The long, and fruitful, tail
A relatively new business concept — “the long tail,” which entered the startup lexicon after the 2006 publication of a book by the same name — came to Meebo’s rescue. The idea was to target lots of small customers rather than a few big ones, and the burgeoning web was an ideal place to do that.
“We knew it would be easier to work with a lot more small to mid-sized publishers,” Jen says. “We could aggregate more volume with smaller sites and then have more influence and spread to then engage with larger publishers.” A particularly fruitful target was MySpace, where users could add “widgets” to their pages. “If you were 18 and you had a MySpace page, you didn’t care about the recession,” Jen says. The “Meebo Me” became a popular way for MySpace users to chat with a site owner or one another.
The traction with long tail sites allowed Meebo to work out kinks with the product as it built momentum. When big publishers eventually came around as the economy began to recover, Meebo was ready for them and could demonstrate the tangible results of its social web offering.
Rally the troops but ground them in reality
While Sternberg, who was CEO, worked with the board to refine Meebo’s plan, as CTO Jen was tasked with delivering the product changes and guiding the team in the new direction. That posed its own set of challenges.
Until then, the company’s engineers had been motivated by the opportunity to be creative with a consumer app, taking it in different directions and bringing new ideas to the table. All of a sudden, there was a clear revenue imperative and everything had to line up behind that. Many were unprepared for the shift, and surprised about it. “I hired people who really wanted to explore that space and the technical challenges that went along with that,” Jen says.
Jen, who was in her 20s at the time, admits that as a first time founder, she was new to the responsibility of having her team’s livelihoods on her shoulders. “It was an immense responsibility and one that I could not take lightly,” she says. “I really had to work with our leadership to make sure we were communicating the reasoning and strategy behind our shift.”

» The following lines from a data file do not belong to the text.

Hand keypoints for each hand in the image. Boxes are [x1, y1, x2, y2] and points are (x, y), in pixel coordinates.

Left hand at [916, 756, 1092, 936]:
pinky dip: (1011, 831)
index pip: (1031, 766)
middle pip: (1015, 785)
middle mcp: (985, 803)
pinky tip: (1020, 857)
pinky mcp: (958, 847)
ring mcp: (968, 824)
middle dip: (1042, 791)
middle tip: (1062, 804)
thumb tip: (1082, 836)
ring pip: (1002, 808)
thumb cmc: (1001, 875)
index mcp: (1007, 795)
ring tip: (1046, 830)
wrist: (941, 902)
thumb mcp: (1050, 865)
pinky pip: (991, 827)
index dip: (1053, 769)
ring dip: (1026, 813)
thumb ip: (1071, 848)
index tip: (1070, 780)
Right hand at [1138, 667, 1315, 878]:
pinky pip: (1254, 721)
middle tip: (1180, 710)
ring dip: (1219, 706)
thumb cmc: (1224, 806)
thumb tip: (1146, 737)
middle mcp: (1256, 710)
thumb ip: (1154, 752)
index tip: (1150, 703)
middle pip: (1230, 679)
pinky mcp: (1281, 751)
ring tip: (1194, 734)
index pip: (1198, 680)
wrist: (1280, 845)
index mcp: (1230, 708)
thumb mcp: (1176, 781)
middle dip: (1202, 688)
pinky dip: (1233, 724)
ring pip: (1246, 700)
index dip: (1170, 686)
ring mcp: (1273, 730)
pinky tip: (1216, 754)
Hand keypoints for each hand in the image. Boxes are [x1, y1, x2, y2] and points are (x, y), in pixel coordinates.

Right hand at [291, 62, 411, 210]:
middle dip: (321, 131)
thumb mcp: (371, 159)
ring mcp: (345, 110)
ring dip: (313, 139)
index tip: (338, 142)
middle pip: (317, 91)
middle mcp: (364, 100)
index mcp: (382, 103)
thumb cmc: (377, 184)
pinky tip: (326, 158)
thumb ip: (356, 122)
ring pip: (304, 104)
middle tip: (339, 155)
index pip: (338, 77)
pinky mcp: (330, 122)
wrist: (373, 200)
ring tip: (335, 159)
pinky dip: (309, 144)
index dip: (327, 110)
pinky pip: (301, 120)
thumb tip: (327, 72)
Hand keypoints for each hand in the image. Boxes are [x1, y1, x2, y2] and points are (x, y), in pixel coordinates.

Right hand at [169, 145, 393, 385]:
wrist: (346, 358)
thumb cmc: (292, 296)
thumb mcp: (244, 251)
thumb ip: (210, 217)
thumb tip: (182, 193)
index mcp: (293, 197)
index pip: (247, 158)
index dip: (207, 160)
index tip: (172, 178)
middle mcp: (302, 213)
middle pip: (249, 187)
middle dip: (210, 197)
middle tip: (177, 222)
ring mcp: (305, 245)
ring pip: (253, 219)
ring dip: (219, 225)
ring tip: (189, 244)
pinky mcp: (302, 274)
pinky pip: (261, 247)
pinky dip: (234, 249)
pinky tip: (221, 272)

The experience taught her an important lesson. While it’s great to motivate teams with the promise of interesting technical challenges and exciting discovery, leaders need to balance long-term vision with an understanding of the economic realities facing any business, especially in a downturn. Bold visions and audacious goals are really only unlocked when they are built on top of solid fundamentals. “Downturns force more short-term focus and if you’re able to get past that, the road to the big dreams is well paved,” Jen says.